Будет мучить жажда, и испепелять ослепительное солнце

И станешь прятаться в тени угловатых зданий.

Маркиз Парадиз, впусти в свое тело вечность.


* * *


И ее губы коснулись моей шеи.

И ее зубы вонзились в мою обмякшую плоть.

Кровь заструилась по венам, она пила,

жизнь мою мерила глотками.

Тело стало легче самой маленькой древесной феи.

Душа, только она боролась, командовала, что нужно плыть.

Я умирал, в который раз,

но раньше я к смерти подбирался короткими шагами.


Безжизненно ослаб, но всё же я смог дотронуться рукой до ее волос,

Мягкие, но прочные, словно паучья паутина; она остановилась

Вкушать мой жизненный красный сок; разомкнула укус.

И отстранилась, и я увидел вокруг ее рта множество кровавых полос.

Но какой же невинный взгляд, тихая ундина; Анетт вернулась.

Я ощутил во рту металлический соленый вкус.


Душа моя на мгновение минут, вышла и вновь вернулась.

Должно быть, упал я набок, и лодка покачнулась, затрепетали волны.

Венецианское каноэ тут же перевернулось, оказались мы в воде.

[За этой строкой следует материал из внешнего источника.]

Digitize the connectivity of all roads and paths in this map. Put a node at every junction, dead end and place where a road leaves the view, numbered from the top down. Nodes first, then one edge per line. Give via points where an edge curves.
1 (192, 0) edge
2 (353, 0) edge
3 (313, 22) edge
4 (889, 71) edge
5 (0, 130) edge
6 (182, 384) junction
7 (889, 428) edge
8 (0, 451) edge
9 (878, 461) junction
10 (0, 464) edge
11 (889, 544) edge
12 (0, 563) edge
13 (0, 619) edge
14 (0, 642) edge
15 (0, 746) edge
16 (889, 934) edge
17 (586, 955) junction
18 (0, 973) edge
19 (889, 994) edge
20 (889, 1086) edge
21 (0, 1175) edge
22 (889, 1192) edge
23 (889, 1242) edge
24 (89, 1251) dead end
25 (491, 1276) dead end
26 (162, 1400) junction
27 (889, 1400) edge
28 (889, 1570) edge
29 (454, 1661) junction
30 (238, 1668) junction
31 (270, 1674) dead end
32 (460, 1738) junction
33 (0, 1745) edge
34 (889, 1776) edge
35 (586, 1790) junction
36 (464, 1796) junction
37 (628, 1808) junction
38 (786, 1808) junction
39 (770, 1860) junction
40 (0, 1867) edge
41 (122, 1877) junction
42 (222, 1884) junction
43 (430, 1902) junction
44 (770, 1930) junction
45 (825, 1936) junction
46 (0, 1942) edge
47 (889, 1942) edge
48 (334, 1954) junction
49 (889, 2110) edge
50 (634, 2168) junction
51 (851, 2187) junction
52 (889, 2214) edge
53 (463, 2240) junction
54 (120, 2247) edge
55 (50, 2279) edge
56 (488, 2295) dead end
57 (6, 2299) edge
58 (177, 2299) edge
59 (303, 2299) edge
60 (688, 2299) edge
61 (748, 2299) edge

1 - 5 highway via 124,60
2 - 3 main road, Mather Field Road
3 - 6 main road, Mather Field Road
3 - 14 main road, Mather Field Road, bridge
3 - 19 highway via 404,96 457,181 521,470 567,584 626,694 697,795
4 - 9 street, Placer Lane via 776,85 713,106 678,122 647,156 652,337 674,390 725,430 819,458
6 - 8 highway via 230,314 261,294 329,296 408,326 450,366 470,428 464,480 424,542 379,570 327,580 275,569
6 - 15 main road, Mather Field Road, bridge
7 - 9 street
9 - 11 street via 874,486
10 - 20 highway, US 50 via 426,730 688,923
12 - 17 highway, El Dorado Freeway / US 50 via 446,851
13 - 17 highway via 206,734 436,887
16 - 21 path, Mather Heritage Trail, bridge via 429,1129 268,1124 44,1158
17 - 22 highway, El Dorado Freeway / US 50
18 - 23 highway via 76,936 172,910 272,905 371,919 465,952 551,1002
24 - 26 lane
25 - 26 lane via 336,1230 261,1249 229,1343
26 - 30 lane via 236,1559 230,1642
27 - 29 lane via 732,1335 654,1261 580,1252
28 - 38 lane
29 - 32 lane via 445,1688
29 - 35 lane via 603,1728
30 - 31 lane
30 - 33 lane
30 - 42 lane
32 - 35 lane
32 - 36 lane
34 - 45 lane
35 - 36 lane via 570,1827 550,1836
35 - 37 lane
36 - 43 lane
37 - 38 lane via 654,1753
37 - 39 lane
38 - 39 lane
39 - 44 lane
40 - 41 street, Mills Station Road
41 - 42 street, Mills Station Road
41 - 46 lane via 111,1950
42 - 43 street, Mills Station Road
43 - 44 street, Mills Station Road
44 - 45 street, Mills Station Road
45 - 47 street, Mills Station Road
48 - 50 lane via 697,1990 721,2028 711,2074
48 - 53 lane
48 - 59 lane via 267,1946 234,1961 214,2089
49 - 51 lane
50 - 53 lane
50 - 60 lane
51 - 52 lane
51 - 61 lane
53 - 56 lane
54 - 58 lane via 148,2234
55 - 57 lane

Утопая, жизнь во мне от боли очнулась.

Воздух испарялся вместе с кровью,

они становились частью озера, давящего больше тонны.

Страх возмездия плыл повсюду и везде.


Я умирал, будто, но смерти не было, не пришло утопленника время.

Я видел лишь ее, русалку, рядом,

словно ребенка с нежной искренней наивною улыбкой.

Она утопала в бездне словно бремя,

и вскоре скрылась нимфа в темноте глубин.

Я знал, оттуда не выплыть, знал, даже не меря.

Не умирал. Почему?

ведь мое существование делалось для других лишь пыткой.

Тогда, собрав все силы, устремился вверх, легче всех перин.


Несколько движений; вдох; сразу закружилась голова, а тело онемело.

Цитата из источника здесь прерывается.